Downloading MaxCompute table data to a local machine bypasses MaxCompute's massively parallel processing (MPP) capability, turning the local machine into a bottleneck. For data volumes above 10 MB, process data directly on MaxCompute instead of pulling it locally.
PyODPS DataFrame operations are lazy: they translate into MaxCompute SQL and execute inside the MaxCompute engine. Only "action" methods — those that materialize results — transfer data. Choosing the right action method determines whether data moves to your local machine or stays in MaxCompute.
Choose a download method
| Method | Suitable for | Where data lands |
|---|---|---|
head / tail |
Small data — inspection and debugging | Local memory |
to_pandas |
Small data — local analysis | Local pandas DataFrame |
open_reader |
Small-to-medium data — runs on a table or an SQL instance; iterative row-by-row reads without loading the full dataset into memory | Local memory (streaming) |
persist |
Large volumes (recommended for production) | MaxCompute table |
For large-scale transformations, use a PyODPS DataFrame or MaxCompute SQL. A PyODPS DataFrame is built on top of a MaxCompute table and pushes computation to the MaxCompute engine. See Execution for details.

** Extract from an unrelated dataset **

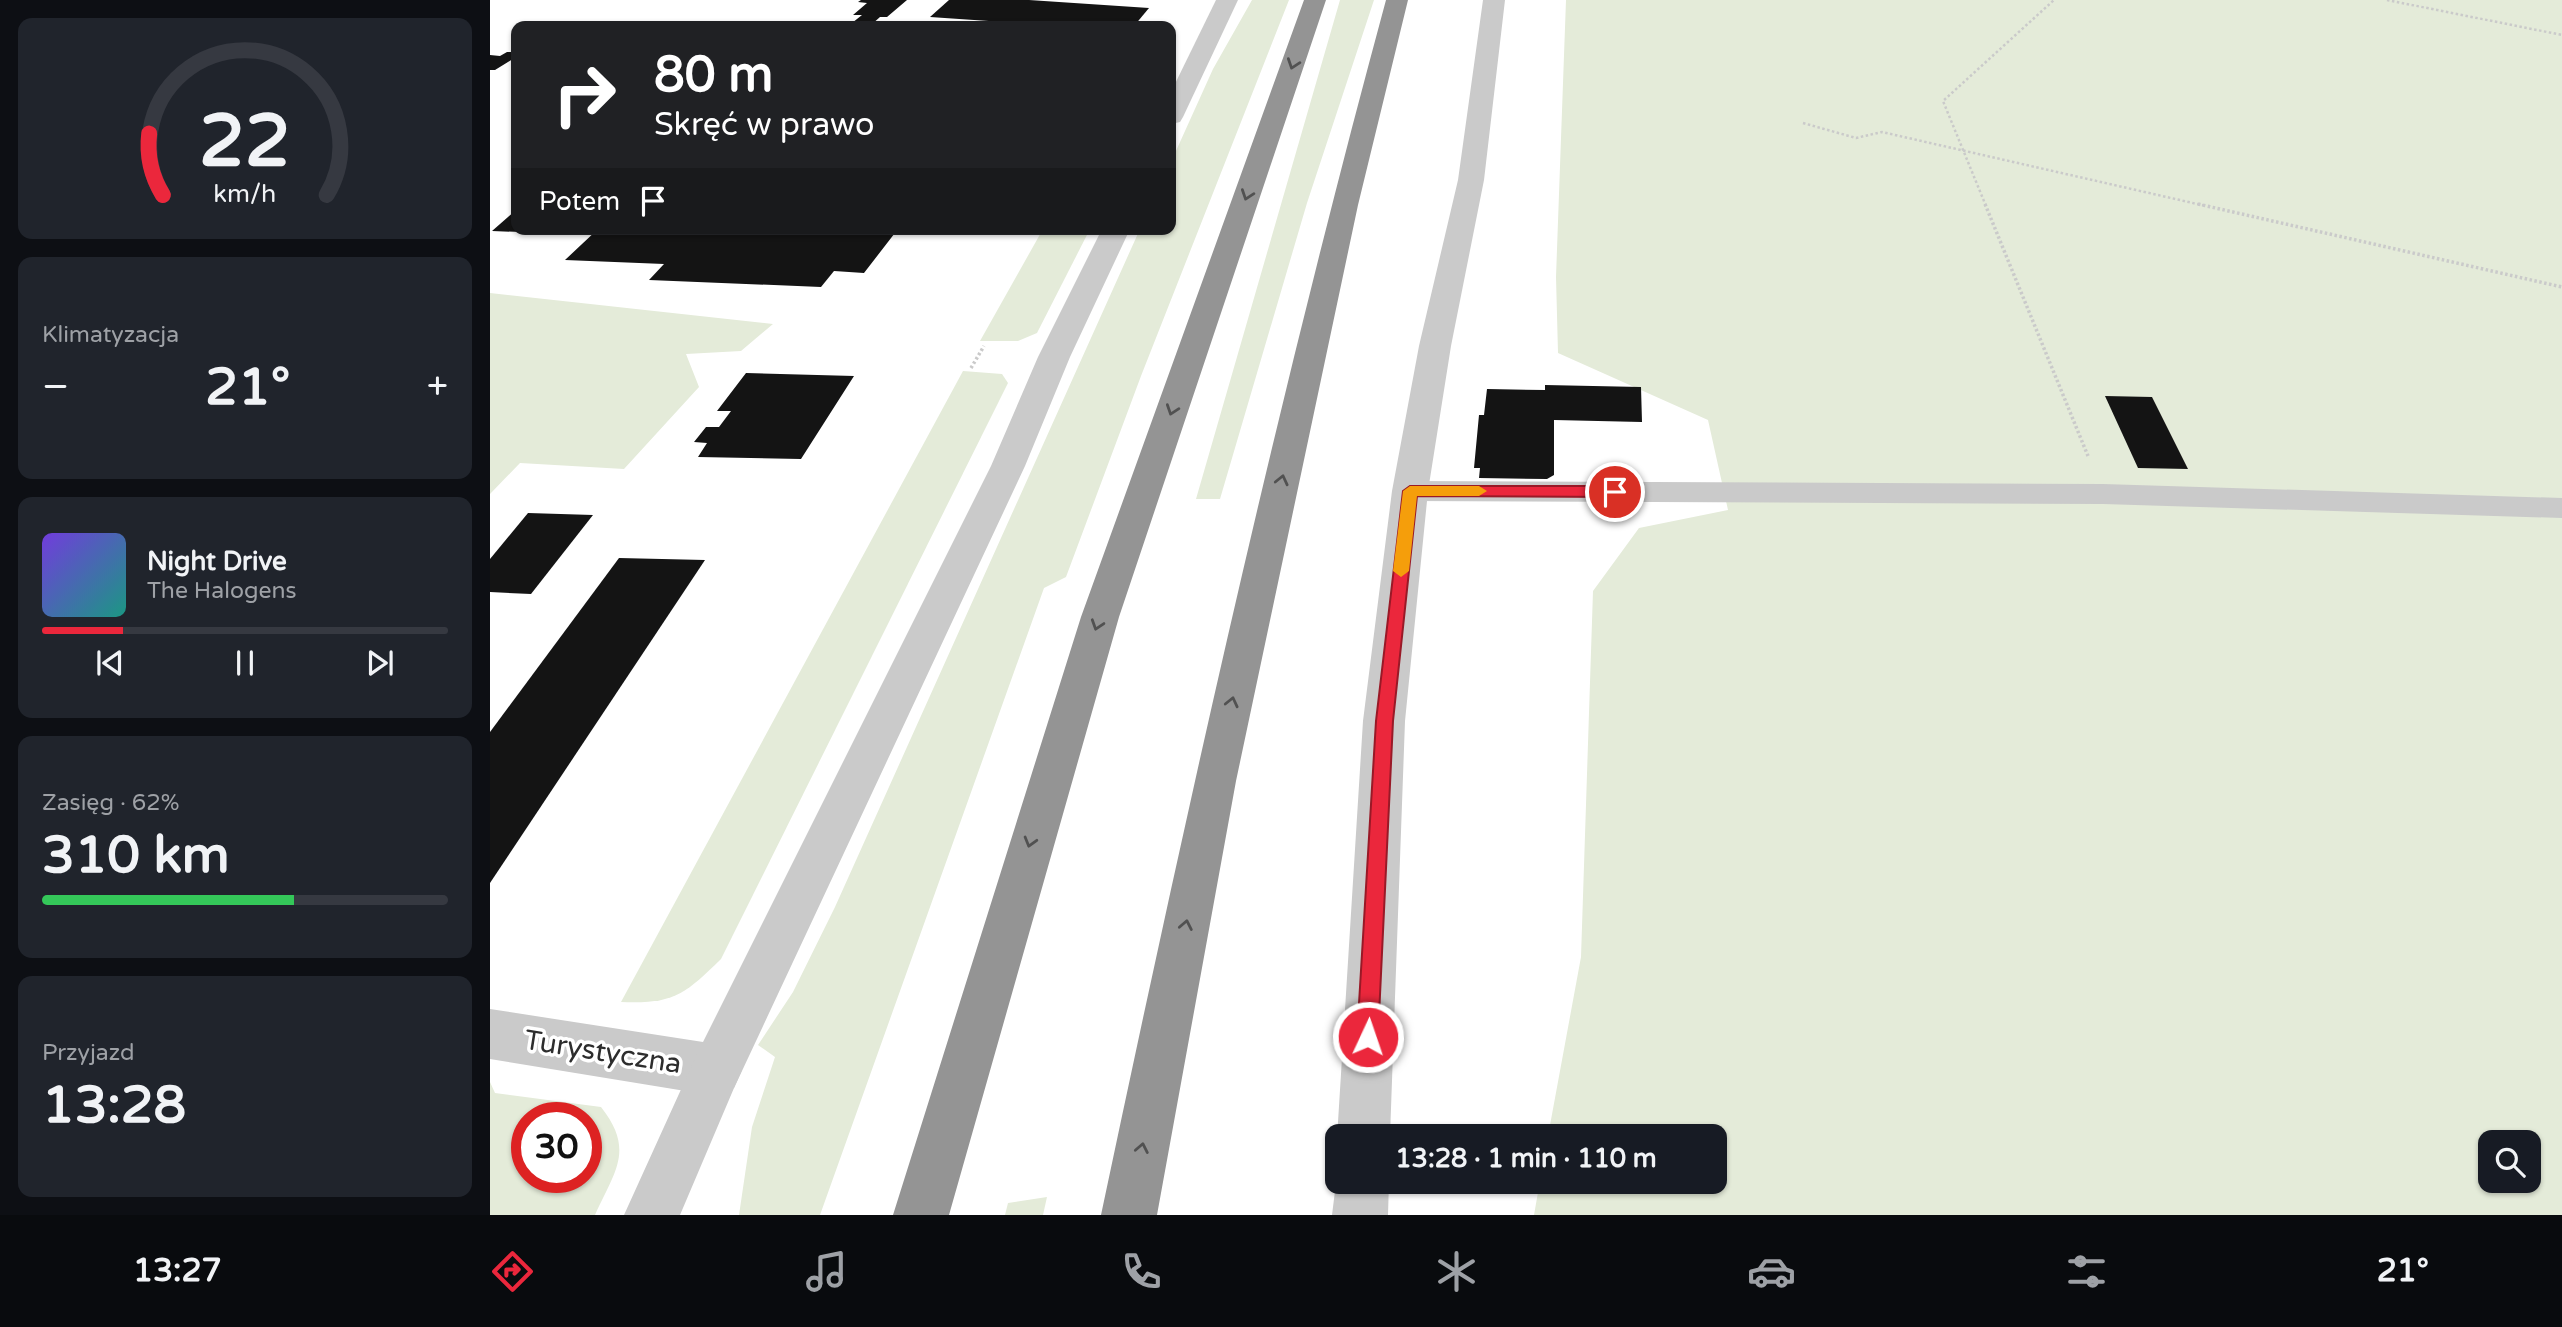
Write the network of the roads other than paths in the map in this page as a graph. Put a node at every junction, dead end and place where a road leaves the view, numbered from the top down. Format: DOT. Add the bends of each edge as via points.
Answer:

Process JSON data with a PyODPS DataFrame
The following example converts a JSON column into multiple rows, one row per key-value pair. The same function runs locally for testing and in MaxCompute for production — only the call site differs.
Define the transformation function once:
from odps.df import output
@output(['k', 'v'], ['string', 'int'])
def h(row):
import json
for k, v in json.loads(row.json).items():
yield k, v
Then call it in the appropriate mode:
# Local testing: head downloads data to the local machine.
# Keep the sample size small. Do not use head in production pipelines.
In [12]: df.head(2)
json
0 {"a": 1, "b": 2}
1 {"c": 4, "b": 3}
In [21]: df.apply(h, axis=1).head(4)
k v
0 a 1
1 b 2
2 c 4
3 b 3
# Production: persist runs the transformation inside MaxCompute
# and writes the result to my_table. No data is transferred locally.
In [21]: df.apply(h, axis=1).persist('my_table')
The 10 MB threshold applies to both paths. If the data exceeds 10 MB, skip local testing with a full dataset and go directly to persist.